Mes chers collègues, il aurait été plus logique d’aborder les articles relatifs aux métropoles en général avant d’examiner la situation particulière de Paris ou de Lyon, et non l’inverse.
Cela dit, depuis 2010, la position du groupe CRC concernant le développement des métropoles n’a pas changé. À nos yeux, ce processus fragilise les structures de la République, auxquelles, malgré ce que l’on voudrait nous faire croire, les citoyens sont très attachés, nous le savons.
On nous parle sans cesse du célèbre « millefeuille » français. Pourtant, il faudrait le rendre plus complexe encore, et développer des métropoles sur tout le territoire national ! Je suis d’accord avec Edmond Hervé quand il dit que l’on ne peut pas créer des métropoles sur la seule base de la population d’un territoire, et que d’autres conditions doivent être réunies. (Mme Catherine Morin-Desailly marque son approbation.) Quelle sera la lisibilité de cette institution pour les citoyens ? Vers qui ces derniers pourront-ils se tourner lorsque leur mairie ne sera plus qu’une mairie d’arrondissement ? La métropole sera bien loin d’eux !
Ces métropoles, mes chers collègues, sont de véritables « pompes aspirantes » non démocratiques, dans lesquelles des communes pourront être intégrées de force, éloignant d’autant la prise de décision des citoyens. D’une région ou d’une métropole à l’autre, les compétences ne seront pas exercées par les mêmes instances. Cette architecture « à la carte » remet en question à la fois la lisibilité de nos instances locales et l’unicité de la République, pourtant proclamée par la Constitution.
Malgré ce qui vient d’être dit, ce processus n’encourage pas l’égalité des territoires qu’Edmond Hervé appelle de ses vœux ; on en est même très loin.
En réalité, ce développement ne laisse rien présager de bon. Plus encore qu’avec la loi de 2010, le transfert de compétences aux métropoles instauré par ce texte affaiblira terriblement les collectivités territoriales, et plus précisément les communes et les départements. Pourtant, un sondage récent sur les collectivités territoriales a montré que les mots de « commune » et de « département » étaient ceux auxquels les Français étaient le plus attachés !

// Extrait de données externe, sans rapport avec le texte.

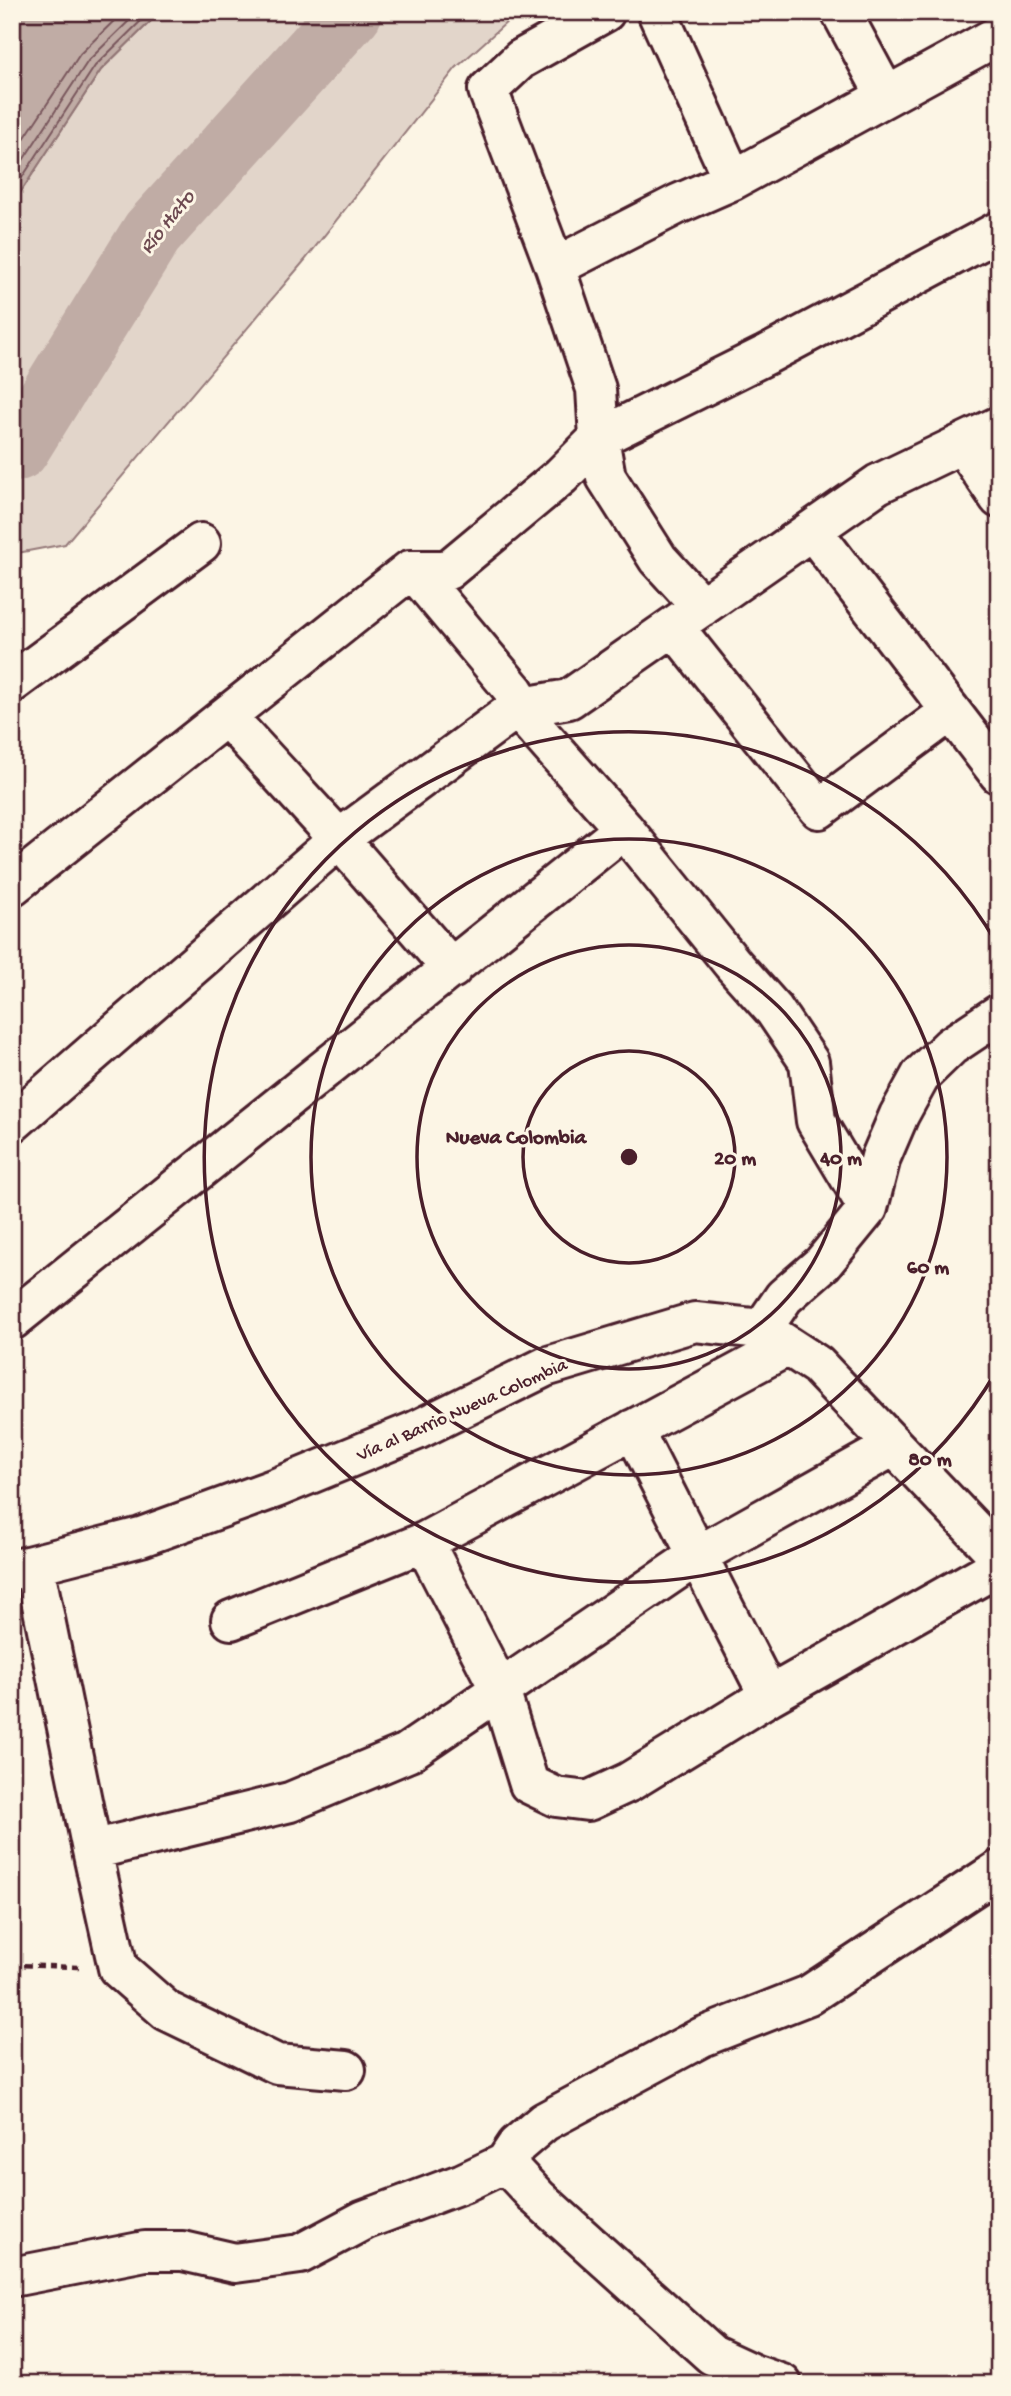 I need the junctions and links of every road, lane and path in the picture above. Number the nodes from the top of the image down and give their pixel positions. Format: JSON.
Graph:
{"nodes":[{"id":1,"x":605,"y":12,"type":"edge"},
{"id":2,"x":657,"y":12,"type":"edge"},
{"id":3,"x":841,"y":12,"type":"edge"},
{"id":4,"x":999,"y":35,"type":"edge"},
{"id":5,"x":886,"y":96,"type":"junction"},
{"id":6,"x":733,"y":180,"type":"junction"},
{"id":7,"x":999,"y":231,"type":"edge"},
{"id":8,"x":555,"y":267,"type":"junction"},
{"id":9,"x":999,"y":426,"type":"edge"},
{"id":10,"x":599,"y":439,"type":"junction"},
{"id":11,"x":963,"y":445,"type":"junction"},
{"id":12,"x":999,"y":498,"type":"edge"},
{"id":13,"x":812,"y":530,"type":"junction"},
{"id":14,"x":201,"y":543,"type":"dead end"},
{"id":15,"x":413,"y":570,"type":"junction"},
{"id":16,"x":688,"y":617,"type":"junction"},
{"id":17,"x":12,"y":683,"type":"edge"},
{"id":18,"x":517,"y":708,"type":"junction"},
{"id":19,"x":951,"y":711,"type":"junction"},
{"id":20,"x":227,"y":717,"type":"junction"},
{"id":21,"x":999,"y":774,"type":"edge"},
{"id":22,"x":624,"y":829,"type":"junction"},
{"id":23,"x":340,"y":839,"type":"junction"},
{"id":24,"x":12,"y":886,"type":"edge"},
{"id":25,"x":452,"y":969,"type":"junction"},
{"id":26,"x":999,"y":1014,"type":"edge"},
{"id":27,"x":15,"y":1117,"type":"edge"},
{"id":28,"x":868,"y":1208,"type":"junction"},
{"id":29,"x":12,"y":1320,"type":"edge"},
{"id":30,"x":775,"y":1338,"type":"junction"},
{"id":31,"x":633,"y":1429,"type":"junction"},
{"id":32,"x":894,"y":1446,"type":"junction"},
{"id":33,"x":424,"y":1542,"type":"junction"},
{"id":34,"x":697,"y":1556,"type":"junction"},
{"id":35,"x":999,"y":1556,"type":"edge"},
{"id":36,"x":999,"y":1566,"type":"edge"},
{"id":37,"x":23,"y":1568,"type":"edge"},
{"id":38,"x":231,"y":1620,"type":"dead end"},
{"id":39,"x":500,"y":1690,"type":"junction"},
{"id":40,"x":769,"y":1696,"type":"junction"},
{"id":41,"x":92,"y":1850,"type":"junction"},
{"id":42,"x":999,"y":1870,"type":"edge"},
{"id":43,"x":12,"y":1965,"type":"edge"},
{"id":44,"x":118,"y":1968,"type":"junction"},
{"id":45,"x":346,"y":2070,"type":"dead end"},
{"id":46,"x":505,"y":2163,"type":"junction"},
{"id":47,"x":12,"y":2277,"type":"edge"},
{"id":48,"x":782,"y":2384,"type":"edge"}],
"edges":[{"from":1,"to":8,"type":"street"},
{"from":2,"to":6,"type":"street"},
{"from":3,"to":5,"type":"street"},
{"from":4,"to":5,"type":"street"},
{"from":5,"to":6,"type":"street"},
{"from":6,"to":8,"type":"street"},
{"from":7,"to":10,"type":"street"},
{"from":8,"to":10,"type":"street"},
{"from":9,"to":11,"type":"street"},
{"from":10,"to":15,"type":"street"},
{"from":10,"to":16,"type":"street"},
{"from":11,"to":12,"type":"street"},
{"from":11,"to":13,"type":"street"},
{"from":13,"to":16,"type":"street"},
{"from":13,"to":19,"type":"street"},
{"from":14,"to":17,"type":"street"},
{"from":15,"to":18,"type":"street"},
{"from":15,"to":20,"type":"street"},
{"from":16,"to":18,"type":"street"},
{"from":16,"to":19,"type":"street"},
{"from":18,"to":22,"type":"street"},
{"from":18,"to":23,"type":"street"},
{"from":19,"to":21,"type":"street"},
{"from":20,"to":23,"type":"street"},
{"from":20,"to":24,"type":"street"},
{"from":22,"to":25,"type":"street"},
{"from":22,"to":28,"type":"street"},
{"from":23,"to":25,"type":"street"},
{"from":23,"to":27,"type":"street"},
{"from":25,"to":29,"type":"street"},
{"from":26,"to":28,"type":"street"},
{"from":28,"to":30,"type":"street"},
{"from":30,"to":31,"type":"street"},
{"from":30,"to":32,"type":"street","name":"Vía al Barrio Nueva Colombia"},
{"from":30,"to":37,"type":"street","name":"Vía al Barrio Nueva Colombia"},
{"from":31,"to":33,"type":"street"},
{"from":31,"to":34,"type":"street"},
{"from":32,"to":34,"type":"street"},
{"from":32,"to":35,"type":"street","name":"Vía al Barrio Nueva Colombia"},
{"from":33,"to":38,"type":"street"},
{"from":33,"to":39,"type":"street"},
{"from":34,"to":39,"type":"street"},
{"from":34,"to":40,"type":"street"},
{"from":36,"to":40,"type":"street"},
{"from":37,"to":41,"type":"street"},
{"from":39,"to":40,"type":"street"},
{"from":39,"to":41,"type":"street"},
{"from":41,"to":44,"type":"street"},
{"from":42,"to":46,"type":"street"},
{"from":43,"to":44,"type":"path"},
{"from":44,"to":45,"type":"street"},
{"from":46,"to":47,"type":"street"},
{"from":46,"to":48,"type":"street"}]}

Ce projet de loi tend à un véritable démantèlement des structures institutionnelles qui ont façonné notre pays et son histoire, avec, en filigrane, la suppression de certains échelons administratifs. Le groupe écologiste, d’ailleurs, a déposé un amendement tendant à supprimer le département ! (M. Ronan Dantec ironise.)
Les départements et les régions qui auront une métropole sur leur territoire verront celle-ci capter l’essentiel de leurs compétences et de leurs moyens. Cela procède d’une vision exclusivement urbaine de notre société. Aucune responsabilité de péréquation envers le reste du territoire ne pèsera sur les métropoles. Par conséquent, les autres zones deviendront les parents pauvres de l’aménagement du territoire.
Dès lors, on se demande comment le département et la région, ainsi dépouillés de leurs ressources, seront en mesure de réparer les dégâts causés par cette fracture sociale et territoriale.
De fait, les métropoles, en concentrant aides, investissements et emplois, vont mettre en concurrence nos territoires, non seulement au niveau européen, mais surtout au niveau local : concurrence entre territoires, entre métropoles, entre milieux urbain et rural. Les territoires ne sont pas des entreprises, pas plus que les élus ne sont des directeurs financiers !
Plus profondément, quelle politique voulons-nous pour nos territoires, qui sont la richesse de notre République ? La compétitivité et la concurrence au lieu de la solidarité ? Le rôle des politiques est-il d’accompagner et de renforcer un mouvement qui s’amorce déjà de lui-même ? Ne faut-il pas plutôt le contrebalancer, en renforçant la solidarité pour le rendre plus efficace ? On peut construire des structures en réseau, avec des villes moyennes connectées aux métropoles et au territoire rural, comme cela se pratique chez nos voisins européens.
Non seulement nous risquons de manquer notre développement métropolitain en créant trop de métropoles, au lieu de les intégrer dans un fort réseau urbain et rural, mais, en plus, nous allons faire perdre leur attractivité, dont il faut bien avoir conscience, à nos politiques de cohésion et de lien social en dépouillant les départements !
Par conséquent, nous proposerons la suppression de l’article.